While this notion creates an easy-to-use and powerful parallel programming paradigm, research on DJVMs has remained largely at the proof-of-concept stage where successes were proven using trivial scientific computing workloads only. Real-life Java applications with commercial server workloads have not been well-studied on DJVMs. Their natures including complex and sometimes huge object graphs, irregular access patterns and frequent synchronizations are key scalability hurdles. To design a scalable DJVM for real-life applications, we identify three major unsolved issues calling for a top-to-bottom overhaul of traditional systems.
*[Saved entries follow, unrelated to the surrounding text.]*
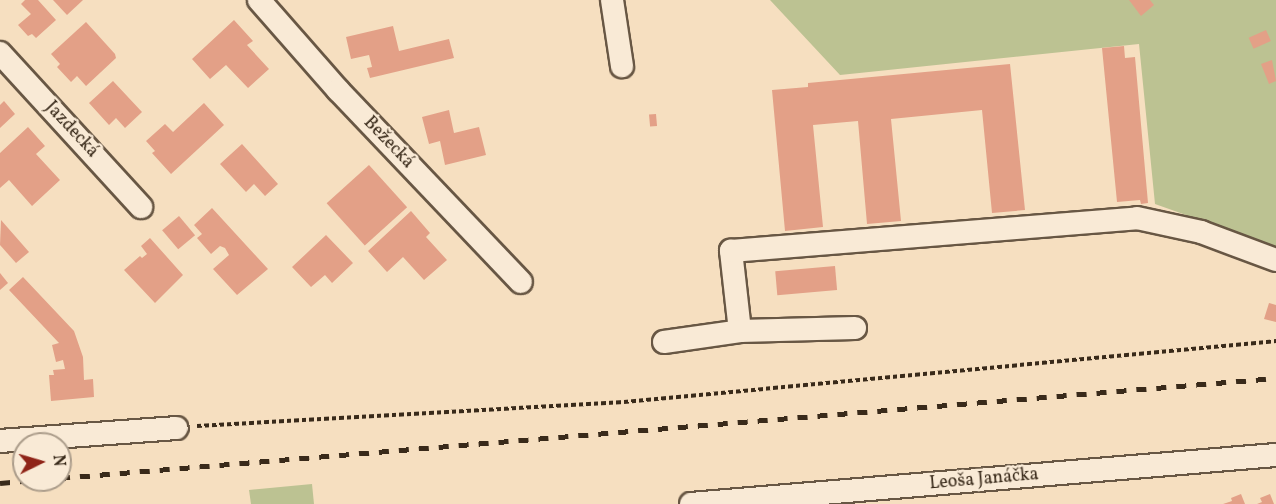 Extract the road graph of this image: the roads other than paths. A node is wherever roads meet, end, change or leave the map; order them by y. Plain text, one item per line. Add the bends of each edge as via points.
1 (259, 0) edge
2 (612, 0) edge
3 (0, 53) edge
4 (622, 66) dead end
5 (141, 207) dead end
6 (1276, 260) edge
7 (521, 282) dead end
8 (855, 328) dead end
9 (740, 331) junction
10 (664, 342) dead end
11 (177, 428) road end
12 (0, 441) edge
13 (1276, 455) edge
14 (691, 504) edge

1 - 7 street, Bežecká via 338,90
2 - 4 street
3 - 5 street, Jazdecká
6 - 9 street via 1201,232 1137,218 731,251
8 - 9 street
9 - 10 street
11 - 12 street
13 - 14 street, Leoša Janáčka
First, we need a more time- and space-efficient cache coherence protocol to support fine-grained object sharing over the distributed shared heap. The recent prevalence of concurrent data structures with heavy use of volatile fields has added complications to the matter. Second, previous generations of DJVMs lack true support for memory-intensive applications. While the network-wide aggregated physical memory can be huge, mutual sharing of huge object graphs like Java collections may cause nodes to eventually run out of local heap space because the cached copies of remote objects, linked by active references, can’t be arbitrarily discarded. Third, thread affinity, which determines the overall communication cost, is vital to the DJVM performance. Data access locality can be improved by collocating highly-correlated threads, via dynamic thread migration. Tracking inter-thread correlations trades profiling costs for reduced object misses. Unfortunately, profiling techniques like active correlation tracking used in page-based DSMs would entail prohibitively high overheads and low accuracy when ported to fine-grained object-based DJVMs.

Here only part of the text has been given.